§ **WORK REQUEST**: In the records, find each line where "image" occurs, and copy it.

(Collected data entries)
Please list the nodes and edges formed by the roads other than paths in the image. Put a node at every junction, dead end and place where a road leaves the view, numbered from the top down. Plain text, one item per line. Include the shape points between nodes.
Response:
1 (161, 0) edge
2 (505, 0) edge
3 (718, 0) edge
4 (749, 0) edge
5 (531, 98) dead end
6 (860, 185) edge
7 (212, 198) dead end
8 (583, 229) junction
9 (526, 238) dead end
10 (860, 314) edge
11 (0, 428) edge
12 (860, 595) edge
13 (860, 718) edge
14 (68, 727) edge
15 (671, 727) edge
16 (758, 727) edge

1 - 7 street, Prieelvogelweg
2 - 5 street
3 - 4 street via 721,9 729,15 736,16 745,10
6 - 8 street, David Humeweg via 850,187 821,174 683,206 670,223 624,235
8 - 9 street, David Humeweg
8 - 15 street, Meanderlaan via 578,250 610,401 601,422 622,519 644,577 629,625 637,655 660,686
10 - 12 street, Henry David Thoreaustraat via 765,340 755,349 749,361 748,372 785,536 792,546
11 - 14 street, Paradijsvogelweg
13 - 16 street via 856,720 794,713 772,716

* * *

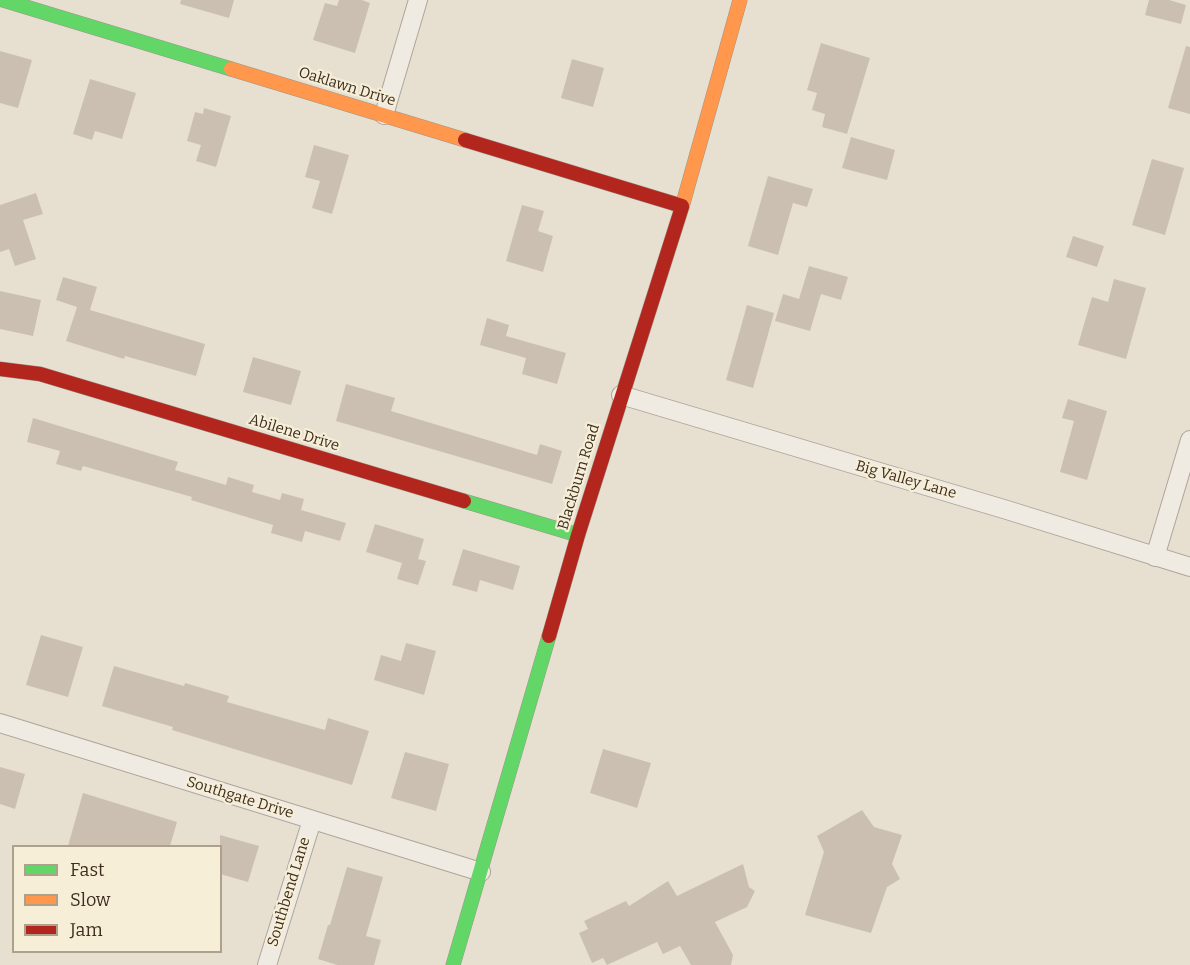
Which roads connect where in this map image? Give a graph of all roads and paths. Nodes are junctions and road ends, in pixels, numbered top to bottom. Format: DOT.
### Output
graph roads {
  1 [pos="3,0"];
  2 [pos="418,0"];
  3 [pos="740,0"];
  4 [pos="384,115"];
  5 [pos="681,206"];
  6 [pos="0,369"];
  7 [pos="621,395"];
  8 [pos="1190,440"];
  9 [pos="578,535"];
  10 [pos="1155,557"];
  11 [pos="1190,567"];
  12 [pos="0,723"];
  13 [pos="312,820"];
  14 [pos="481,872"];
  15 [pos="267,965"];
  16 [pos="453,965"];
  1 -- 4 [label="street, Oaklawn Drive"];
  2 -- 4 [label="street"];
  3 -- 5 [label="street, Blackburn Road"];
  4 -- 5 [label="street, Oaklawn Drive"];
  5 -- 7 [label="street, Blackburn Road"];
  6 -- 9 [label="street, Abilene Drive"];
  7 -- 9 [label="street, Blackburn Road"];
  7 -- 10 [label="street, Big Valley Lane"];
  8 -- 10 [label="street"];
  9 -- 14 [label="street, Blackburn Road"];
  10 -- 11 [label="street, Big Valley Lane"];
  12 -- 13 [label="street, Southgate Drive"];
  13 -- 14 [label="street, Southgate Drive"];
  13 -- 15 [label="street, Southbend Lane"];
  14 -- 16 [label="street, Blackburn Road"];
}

§ **ANSWER BELOW**:
Please list the nodes and edges formed by the roads other than paths in the image. Put a node at every junction, dead end and place where a road leaves the view, numbered from the top down. Plain text, one item per line. Include the shape points between nodes.
Which roads connect where in this map image? Give a graph of all roads and paths. Nodes are junctions and road ends, in pixels, numbered top to bottom. Format: DOT.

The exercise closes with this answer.